• [WHAT YOU SHOULD DO]: Would you restate every entry below word for word? Leave out the pictures.

• [MATERIAL SHOWN]:
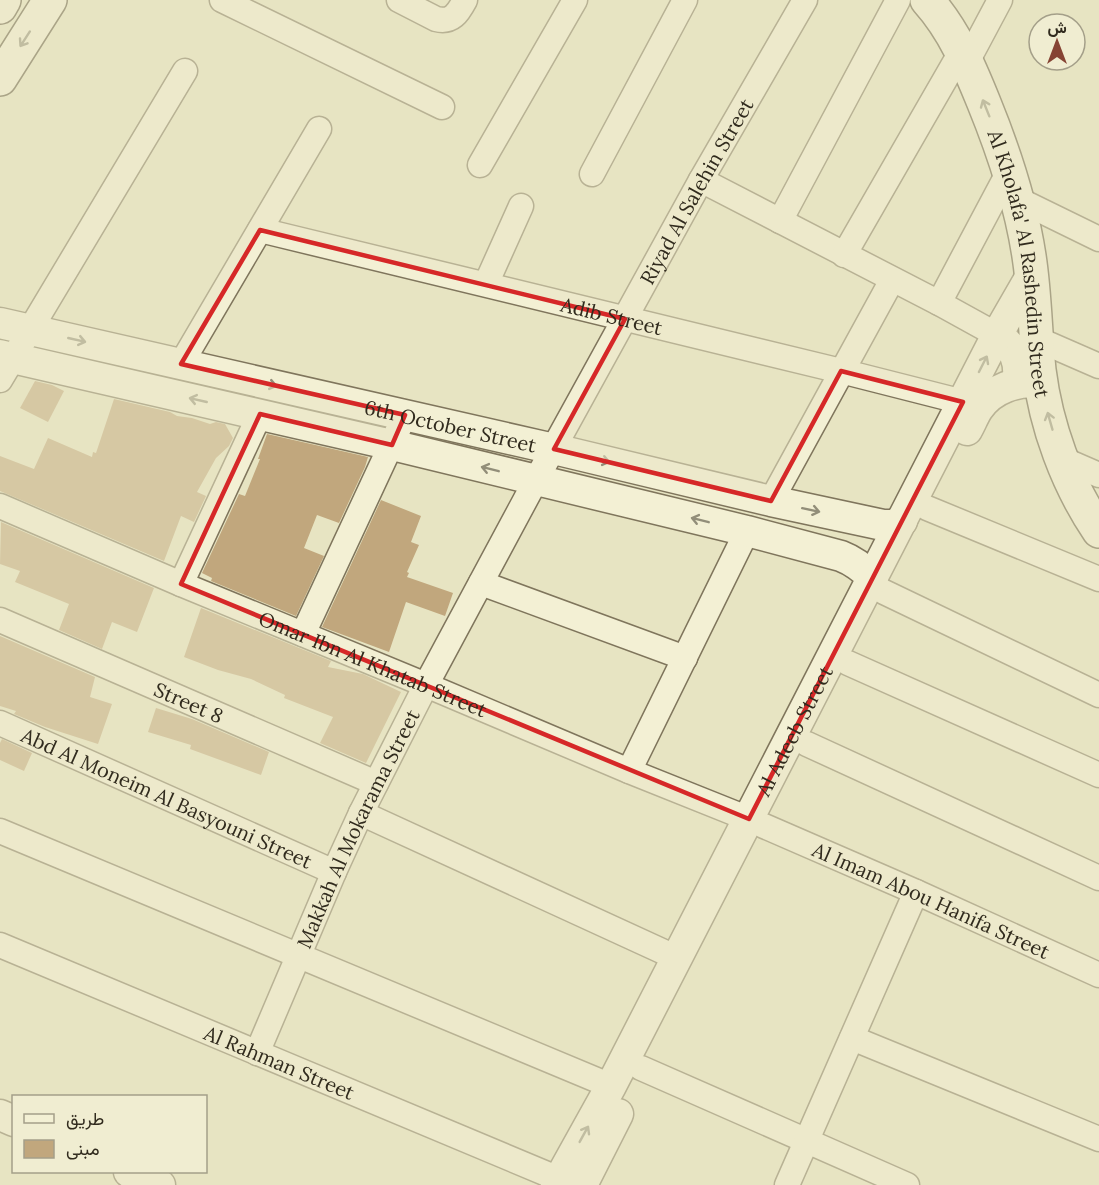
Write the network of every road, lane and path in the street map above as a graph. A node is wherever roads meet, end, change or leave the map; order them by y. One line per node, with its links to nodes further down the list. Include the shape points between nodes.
1 (4, 0): 12 (main road)
2 (50, 0): 15 (main road, one-way to 15)
3 (222, 0): 16 (street)
4 (399, 0): 5 (street, via 441,21 458,13)
5 (465, 0)
6 (574, 0): 18 (street)
7 (685, 0): 19 (street)
8 (805, 0): 20 (street, Riyad Al Salehin Street)
9 (898, 0): 23 (street)
10 (927, 0): 13 (main road, Al Kholafa' Al Rashedin Street)
11 (1000, 0): 13 (street)
12 (0, 7)
13 (965, 56): 21 (main road, Al Kholafa' Al Rashedin Street, one-way to 13); 26 (street)
14 (185, 71): 33 (street)
15 (0, 79)
16 (441, 108)
17 (318, 129): 24 (street)
18 (480, 165)
19 (592, 174)
20 (701, 180): 23 (street); 31 (street, Riyad Al Salehin Street)
21 (1013, 185): 25 (street); 27 (main road, Al Kholafa' Al Rashedin Street); 30 (street)
22 (521, 206): 29 (street)
23 (780, 222): 26 (street)
24 (260, 230): 29 (street, Adib Street); 37 (street)
25 (1099, 239)
26 (844, 255): 28 (street)
27 (1031, 276): 34 (street, Al Adeeb Street); 35 (main road, Al Kholafa' Al Rashedin Street)
28 (892, 280): 30 (street); 39 (street)
29 (486, 284): 31 (street, Adib Street)
30 (939, 303): 34 (street)
31 (625, 319): 39 (street, Adib Street); 45 (street, Riyad Al Salehin Street)
32 (0, 323): 33 (street, 6th October Street)
33 (30, 330): 36 (street); 37 (street, 6th October Street, one-way to 37)
34 (997, 336): 40 (street, via 1012,348 1019,374); 41 (street, Al Adeeb Street, one-way to 34)
35 (1036, 339): 38 (street); 40 (main road, Al Kholafa' Al Rashedin Street)
36 (4, 364): 42 (street, 6th October Street, one-way to 36)
37 (181, 364): 43 (street, 6th October Street, one-way to 43)
38 (1099, 366)
39 (841, 371): 41 (street, Adib Street); 49 (street)
40 (1029, 383): 46 (main road, Al Kholafa' Al Rashedin Street, one-way to 40, via 1047,411); 51 (street, Al Adeeb Street, via 995,393 978,409)
41 (963, 402): 51 (street, Al Adeeb Street)
42 (260, 414): 44 (street, 6th October Street); 56 (street)
43 (405, 416): 44 (street); 45 (street, 6th October Street)
44 (392, 445): 48 (street, 6th October Street, one-way to 44); 59 (street)
45 (554, 449): 48 (street, Makkah Al Mokarama Street); 49 (street, 6th October Street, one-way to 49)
46 (1062, 459): 47 (street); 53 (main road, Al Kholafa' Al Rashedin Street)
47 (1099, 475)
48 (536, 480): 52 (street, 6th October Street, one-way to 48); 55 (street, Makkah Al Mokarama Street)
49 (771, 501): 51 (street, 6th October Street, one-way to 51, via 883,525 894,525)
50 (0, 506): 56 (street, Omar Ibn Al Khatab Street)
51 (914, 515): 54 (street); 57 (street, Al Adeeb Street)
52 (747, 531): 57 (street, 6th October Street, via 840,555 862,567); 60 (street)
53 (1099, 531)
54 (1099, 579)
55 (481, 583): 60 (street); 62 (street, Makkah Al Mokarama Street)
56 (181, 584): 59 (street, Omar Ibn Al Khatab Street)
57 (878, 585): 61 (street, Al Adeeb Street); 63 (street); 70 (street, Al Adeeb Street)
58 (0, 620): 68 (street, Street 8)
59 (303, 634): 62 (street, Omar Ibn Al Khatab Street)
60 (685, 658): 66 (street)
61 (848, 663): 65 (street, Al Adeeb Street); 67 (street)
62 (426, 685): 66 (street, Omar Ibn Al Khatab Street); 68 (street, Makkah Al Mokarama Street)
63 (1099, 695)
64 (0, 723): 72 (street, Abd Al Moneim Al Basyouni Street)
65 (807, 744): 70 (street, Al Adeeb Street); 73 (street)
66 (629, 771): 70 (street, Omar Ibn Al Khatab Street)
67 (1099, 775)
68 (376, 783): 69 (street, Makkah Al Mokarama Street)
69 (361, 813): 72 (street, Makkah Al Mokarama Street); 77 (street)
70 (757, 823): 74 (street, Al Imam Abou Hanifa Street); 77 (street, Al Adeeb Street); 81 (street, Al Adeeb Street)
71 (0, 831): 76 (street)
72 (334, 872): 76 (street, Makkah Al Mokarama Street)
73 (1099, 878)
74 (916, 892): 78 (street, Al Imam Abou Hanifa Street); 79 (street)
75 (0, 945): 80 (street, Al Rahman Street)
76 (298, 956): 80 (street, Makkah Al Mokarama Street); 82 (street)
77 (677, 958): 82 (street, Al Adeeb Street)
78 (1099, 975)
79 (852, 1038): 83 (street); 84 (street)
80 (257, 1053): 86 (street, Al Rahman Street)
81 (641, 1068): 84 (street); 86 (street, Al Adeeb Street)
82 (611, 1086): 86 (street, Al Adeeb Street, one-way to 82)
83 (1099, 1139)
84 (807, 1140): 88 (street); 89 (street)
85 (131, 1173): 87 (street)
86 (566, 1183)
87 (160, 1185)
88 (787, 1185)
89 (907, 1185)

• [SOLUTION TO THIS EXERCISE]:
Write the network of every road, lane and path in the street map above as a graph. A node is wherever roads meet, end, change or leave the map; order them by y. One line per node, with its links to nodes further down the list. Include the shape points between nodes.
1 (4, 0): 12 (main road)
2 (50, 0): 15 (main road, one-way to 15)
3 (222, 0): 16 (street)
4 (399, 0): 5 (street, via 441,21 458,13)
5 (465, 0)
6 (574, 0): 18 (street)
7 (685, 0): 19 (street)
8 (805, 0): 20 (street, Riyad Al Salehin Street)
9 (898, 0): 23 (street)
10 (927, 0): 13 (main road, Al Kholafa' Al Rashedin Street)
11 (1000, 0): 13 (street)
12 (0, 7)
13 (965, 56): 21 (main road, Al Kholafa' Al Rashedin Street, one-way to 13); 26 (street)
14 (185, 71): 33 (street)
15 (0, 79)
16 (441, 108)
17 (318, 129): 24 (street)
18 (480, 165)
19 (592, 174)
20 (701, 180): 23 (street); 31 (street, Riyad Al Salehin Street)
21 (1013, 185): 25 (street); 27 (main road, Al Kholafa' Al Rashedin Street); 30 (street)
22 (521, 206): 29 (street)
23 (780, 222): 26 (street)
24 (260, 230): 29 (street, Adib Street); 37 (street)
25 (1099, 239)
26 (844, 255): 28 (street)
27 (1031, 276): 34 (street, Al Adeeb Street); 35 (main road, Al Kholafa' Al Rashedin Street)
28 (892, 280): 30 (street); 39 (street)
29 (486, 284): 31 (street, Adib Street)
30 (939, 303): 34 (street)
31 (625, 319): 39 (street, Adib Street); 45 (street, Riyad Al Salehin Street)
32 (0, 323): 33 (street, 6th October Street)
33 (30, 330): 36 (street); 37 (street, 6th October Street, one-way to 37)
34 (997, 336): 40 (street, via 1012,348 1019,374); 41 (street, Al Adeeb Street, one-way to 34)
35 (1036, 339): 38 (street); 40 (main road, Al Kholafa' Al Rashedin Street)
36 (4, 364): 42 (street, 6th October Street, one-way to 36)
37 (181, 364): 43 (street, 6th October Street, one-way to 43)
38 (1099, 366)
39 (841, 371): 41 (street, Adib Street); 49 (street)
40 (1029, 383): 46 (main road, Al Kholafa' Al Rashedin Street, one-way to 40, via 1047,411); 51 (street, Al Adeeb Street, via 995,393 978,409)
41 (963, 402): 51 (street, Al Adeeb Street)
42 (260, 414): 44 (street, 6th October Street); 56 (street)
43 (405, 416): 44 (street); 45 (street, 6th October Street)
44 (392, 445): 48 (street, 6th October Street, one-way to 44); 59 (street)
45 (554, 449): 48 (street, Makkah Al Mokarama Street); 49 (street, 6th October Street, one-way to 49)
46 (1062, 459): 47 (street); 53 (main road, Al Kholafa' Al Rashedin Street)
47 (1099, 475)
48 (536, 480): 52 (street, 6th October Street, one-way to 48); 55 (street, Makkah Al Mokarama Street)
49 (771, 501): 51 (street, 6th October Street, one-way to 51, via 883,525 894,525)
50 (0, 506): 56 (street, Omar Ibn Al Khatab Street)
51 (914, 515): 54 (street); 57 (street, Al Adeeb Street)
52 (747, 531): 57 (street, 6th October Street, via 840,555 862,567); 60 (street)
53 (1099, 531)
54 (1099, 579)
55 (481, 583): 60 (street); 62 (street, Makkah Al Mokarama Street)
56 (181, 584): 59 (street, Omar Ibn Al Khatab Street)
57 (878, 585): 61 (street, Al Adeeb Street); 63 (street); 70 (street, Al Adeeb Street)
58 (0, 620): 68 (street, Street 8)
59 (303, 634): 62 (street, Omar Ibn Al Khatab Street)
60 (685, 658): 66 (street)
61 (848, 663): 65 (street, Al Adeeb Street); 67 (street)
62 (426, 685): 66 (street, Omar Ibn Al Khatab Street); 68 (street, Makkah Al Mokarama Street)
63 (1099, 695)
64 (0, 723): 72 (street, Abd Al Moneim Al Basyouni Street)
65 (807, 744): 70 (street, Al Adeeb Street); 73 (street)
66 (629, 771): 70 (street, Omar Ibn Al Khatab Street)
67 (1099, 775)
68 (376, 783): 69 (street, Makkah Al Mokarama Street)
69 (361, 813): 72 (street, Makkah Al Mokarama Street); 77 (street)
70 (757, 823): 74 (street, Al Imam Abou Hanifa Street); 77 (street, Al Adeeb Street); 81 (street, Al Adeeb Street)
71 (0, 831): 76 (street)
72 (334, 872): 76 (street, Makkah Al Mokarama Street)
73 (1099, 878)
74 (916, 892): 78 (street, Al Imam Abou Hanifa Street); 79 (street)
75 (0, 945): 80 (street, Al Rahman Street)
76 (298, 956): 80 (street, Makkah Al Mokarama Street); 82 (street)
77 (677, 958): 82 (street, Al Adeeb Street)
78 (1099, 975)
79 (852, 1038): 83 (street); 84 (street)
80 (257, 1053): 86 (street, Al Rahman Street)
81 (641, 1068): 84 (street); 86 (street, Al Adeeb Street)
82 (611, 1086): 86 (street, Al Adeeb Street, one-way to 82)
83 (1099, 1139)
84 (807, 1140): 88 (street); 89 (street)
85 (131, 1173): 87 (street)
86 (566, 1183)
87 (160, 1185)
88 (787, 1185)
89 (907, 1185)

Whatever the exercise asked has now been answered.